Brief:
How many lines in the records below contain the word "JSON"? Reply with the number alone.

══ Provided records

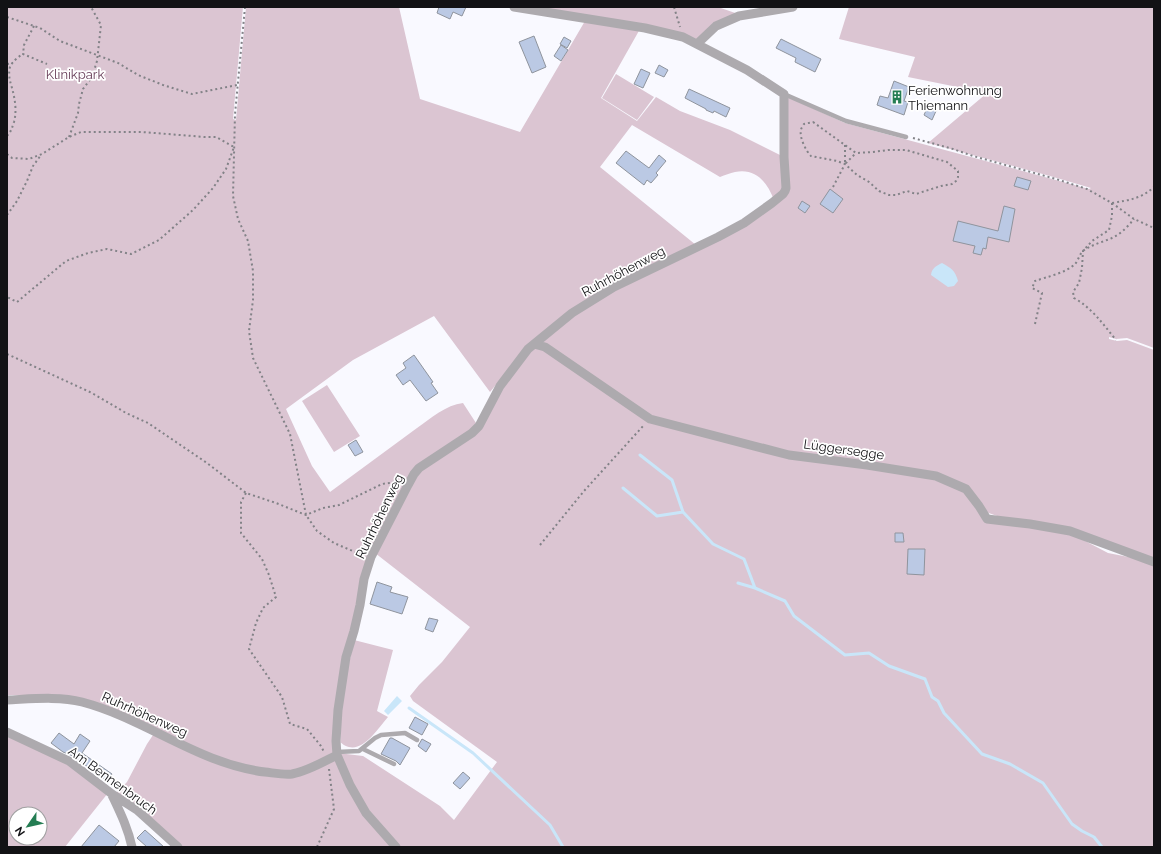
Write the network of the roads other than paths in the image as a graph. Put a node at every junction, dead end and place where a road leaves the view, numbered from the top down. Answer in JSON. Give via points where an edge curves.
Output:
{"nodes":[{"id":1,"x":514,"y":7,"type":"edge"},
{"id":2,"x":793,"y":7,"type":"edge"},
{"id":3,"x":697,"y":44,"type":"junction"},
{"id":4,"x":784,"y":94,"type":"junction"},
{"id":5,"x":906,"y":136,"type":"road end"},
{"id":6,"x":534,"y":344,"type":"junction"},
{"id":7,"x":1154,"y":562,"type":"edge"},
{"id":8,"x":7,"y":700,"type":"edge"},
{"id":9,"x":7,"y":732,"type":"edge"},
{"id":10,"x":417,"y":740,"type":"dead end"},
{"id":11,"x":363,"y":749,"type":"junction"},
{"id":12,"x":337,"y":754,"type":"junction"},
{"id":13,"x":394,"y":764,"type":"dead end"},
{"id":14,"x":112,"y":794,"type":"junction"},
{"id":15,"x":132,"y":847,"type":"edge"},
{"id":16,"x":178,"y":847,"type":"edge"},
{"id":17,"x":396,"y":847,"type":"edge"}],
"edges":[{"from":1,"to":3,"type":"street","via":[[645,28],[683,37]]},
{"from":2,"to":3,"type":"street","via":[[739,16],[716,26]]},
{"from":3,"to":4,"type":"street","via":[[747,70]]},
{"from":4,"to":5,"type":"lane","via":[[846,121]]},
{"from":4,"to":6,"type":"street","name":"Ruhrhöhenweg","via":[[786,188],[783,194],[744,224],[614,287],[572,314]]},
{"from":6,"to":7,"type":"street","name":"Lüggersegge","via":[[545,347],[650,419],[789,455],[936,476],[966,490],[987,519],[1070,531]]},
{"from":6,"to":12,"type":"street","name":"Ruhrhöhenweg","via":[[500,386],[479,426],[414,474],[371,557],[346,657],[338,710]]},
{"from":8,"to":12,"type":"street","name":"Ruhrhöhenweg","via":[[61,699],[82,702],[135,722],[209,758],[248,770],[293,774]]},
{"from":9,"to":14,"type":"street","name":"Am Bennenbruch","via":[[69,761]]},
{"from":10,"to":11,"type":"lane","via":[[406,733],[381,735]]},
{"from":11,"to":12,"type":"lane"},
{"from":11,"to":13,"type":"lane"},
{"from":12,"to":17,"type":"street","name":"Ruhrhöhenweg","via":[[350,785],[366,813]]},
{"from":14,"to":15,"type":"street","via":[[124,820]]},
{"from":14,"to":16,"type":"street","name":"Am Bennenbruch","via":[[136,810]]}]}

════
══ Provided records

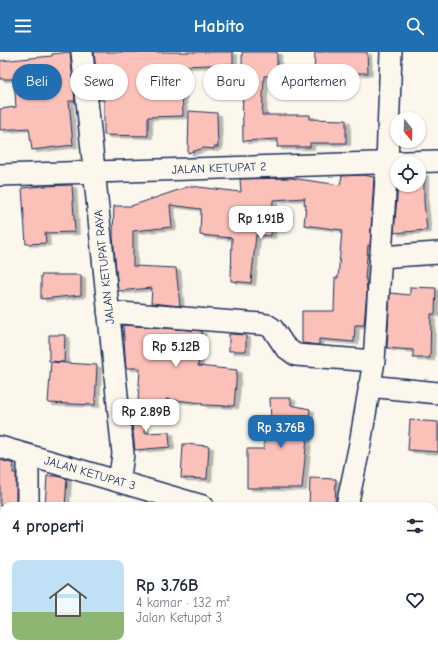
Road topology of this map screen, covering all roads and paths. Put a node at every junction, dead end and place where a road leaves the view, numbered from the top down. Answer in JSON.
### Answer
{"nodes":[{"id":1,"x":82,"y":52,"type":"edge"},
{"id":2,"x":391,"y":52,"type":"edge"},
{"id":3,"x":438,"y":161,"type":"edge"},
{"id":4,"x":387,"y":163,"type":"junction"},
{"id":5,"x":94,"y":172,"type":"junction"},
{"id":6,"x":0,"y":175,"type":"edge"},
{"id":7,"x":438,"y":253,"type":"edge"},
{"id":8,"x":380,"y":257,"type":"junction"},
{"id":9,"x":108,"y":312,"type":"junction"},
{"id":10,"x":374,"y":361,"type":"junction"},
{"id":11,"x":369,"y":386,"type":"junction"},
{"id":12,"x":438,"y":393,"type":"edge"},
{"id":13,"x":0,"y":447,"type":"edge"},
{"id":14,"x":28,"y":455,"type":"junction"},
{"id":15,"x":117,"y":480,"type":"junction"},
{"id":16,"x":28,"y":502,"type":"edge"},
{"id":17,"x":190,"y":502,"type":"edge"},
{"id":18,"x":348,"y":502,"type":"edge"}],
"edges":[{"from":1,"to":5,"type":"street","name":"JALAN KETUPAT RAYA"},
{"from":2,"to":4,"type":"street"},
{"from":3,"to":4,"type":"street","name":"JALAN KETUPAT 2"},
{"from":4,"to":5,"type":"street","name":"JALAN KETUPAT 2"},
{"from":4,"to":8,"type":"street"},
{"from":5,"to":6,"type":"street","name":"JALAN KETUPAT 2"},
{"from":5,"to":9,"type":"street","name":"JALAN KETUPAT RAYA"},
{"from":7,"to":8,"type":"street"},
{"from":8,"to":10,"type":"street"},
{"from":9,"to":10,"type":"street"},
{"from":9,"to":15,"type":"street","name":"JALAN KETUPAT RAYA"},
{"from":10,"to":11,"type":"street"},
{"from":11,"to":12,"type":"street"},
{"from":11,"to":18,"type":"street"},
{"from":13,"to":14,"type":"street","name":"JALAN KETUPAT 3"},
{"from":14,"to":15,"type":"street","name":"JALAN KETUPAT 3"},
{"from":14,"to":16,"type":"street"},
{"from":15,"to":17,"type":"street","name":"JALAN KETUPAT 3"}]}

════
══ Provided records

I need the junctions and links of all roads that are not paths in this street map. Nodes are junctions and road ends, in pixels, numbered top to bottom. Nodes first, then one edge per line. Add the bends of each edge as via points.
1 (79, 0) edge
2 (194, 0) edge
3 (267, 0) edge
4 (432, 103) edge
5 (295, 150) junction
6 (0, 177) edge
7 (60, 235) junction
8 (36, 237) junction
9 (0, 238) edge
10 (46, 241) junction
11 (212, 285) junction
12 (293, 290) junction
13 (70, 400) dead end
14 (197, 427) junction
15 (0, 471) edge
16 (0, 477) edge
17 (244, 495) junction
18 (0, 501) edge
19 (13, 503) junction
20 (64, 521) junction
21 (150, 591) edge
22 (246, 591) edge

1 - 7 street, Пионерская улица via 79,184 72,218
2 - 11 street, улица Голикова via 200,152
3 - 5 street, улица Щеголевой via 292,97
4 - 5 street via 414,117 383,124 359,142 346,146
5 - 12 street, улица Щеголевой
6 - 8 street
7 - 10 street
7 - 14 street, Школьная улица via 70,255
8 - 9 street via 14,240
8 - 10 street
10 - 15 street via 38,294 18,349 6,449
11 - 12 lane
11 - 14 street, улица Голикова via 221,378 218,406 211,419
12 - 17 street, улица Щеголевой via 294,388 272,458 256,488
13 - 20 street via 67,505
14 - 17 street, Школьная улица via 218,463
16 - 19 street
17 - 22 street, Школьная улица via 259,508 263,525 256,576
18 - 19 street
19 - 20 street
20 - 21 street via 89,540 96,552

════

Response to this task:
2